Liu Demin, Poon Christopher, Lu Kuangda, He Chunbai, Lin Wenbin
Department of Chemistry, University of Chicago, 929 East 57th Street, Chicago, Illinois 60637, USA.
Nat Commun. 2014 Jun 25;5:4182. doi: 10.1038/ncomms5182.
Nanoscale coordination polymers (NCPs) are self-assembled from metal ions and organic bridging ligands, and can overcome many drawbacks of existing drug delivery systems by virtue of tunable compositions, sizes and shapes, high drug loadings, ease of surface modification and intrinsic biodegradability. Here we report the self-assembly of zinc bisphosphonate NCPs that carry 48 ± 3 wt% cisplatin prodrug and 45 ± 5 wt% oxaliplatin prodrug. In vivo pharmacokinetic studies in mice show minimal uptake of pegylated NCPs by the mononuclear phagocyte system and excellent blood circulation half-lives of 16.4 ± 2.9 and 12.0 ± 3.9 h for the NCPs carrying cisplatin and oxaliplatin, respectively. In all tumour xenograft models evaluated, including CT26 colon cancer, H460 lung cancer and AsPC-1 pancreatic cancer, pegylated NCPs show superior potency and efficacy compared with free drugs. As the first example of using NCPs as nanotherapeutics with enhanced antitumour activities, this study establishes NCPs as a promising drug delivery platform for cancer therapy.
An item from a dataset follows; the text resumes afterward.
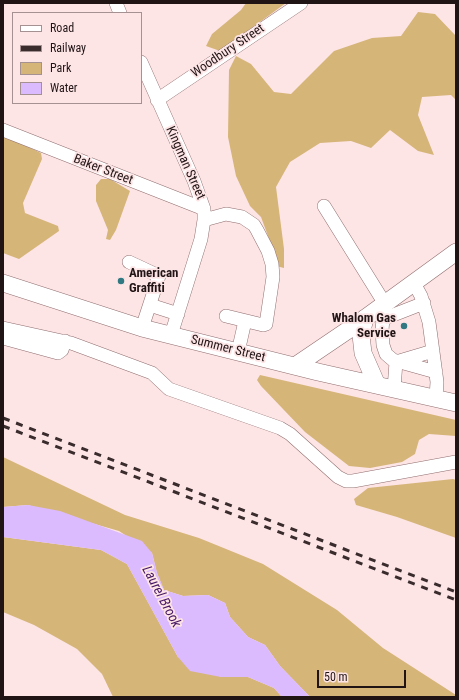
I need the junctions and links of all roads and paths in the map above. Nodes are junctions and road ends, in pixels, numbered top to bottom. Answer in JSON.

纳米级配位聚合物(NCPs)由金属离子和有机桥联配体自组装而成,凭借其可调节的组成、尺寸和形状、高载药量、易于表面修饰以及固有的生物降解性,能够克服现有药物递送系统的诸多缺点。在此,我们报道了携带48±3 wt%顺铂前药和45±5 wt%奥沙利铂前药的双膦酸锌NCPs的自组装。在小鼠体内进行的药代动力学研究表明,聚乙二醇化NCPs被单核吞噬细胞系统摄取的量极少,携带顺铂和奥沙利铂的NCPs在血液循环中的半衰期分别长达16.4±2.9小时和12.0±3.9小时。在所有评估的肿瘤异种移植模型中,包括CT26结肠癌、H460肺癌和AsPC-1胰腺癌,聚乙二醇化NCPs与游离药物相比显示出更强的效力和疗效。作为将NCPs用作具有增强抗肿瘤活性的纳米治疗药物的首个实例,本研究确立了NCPs作为一种有前景的癌症治疗药物递送平台的地位。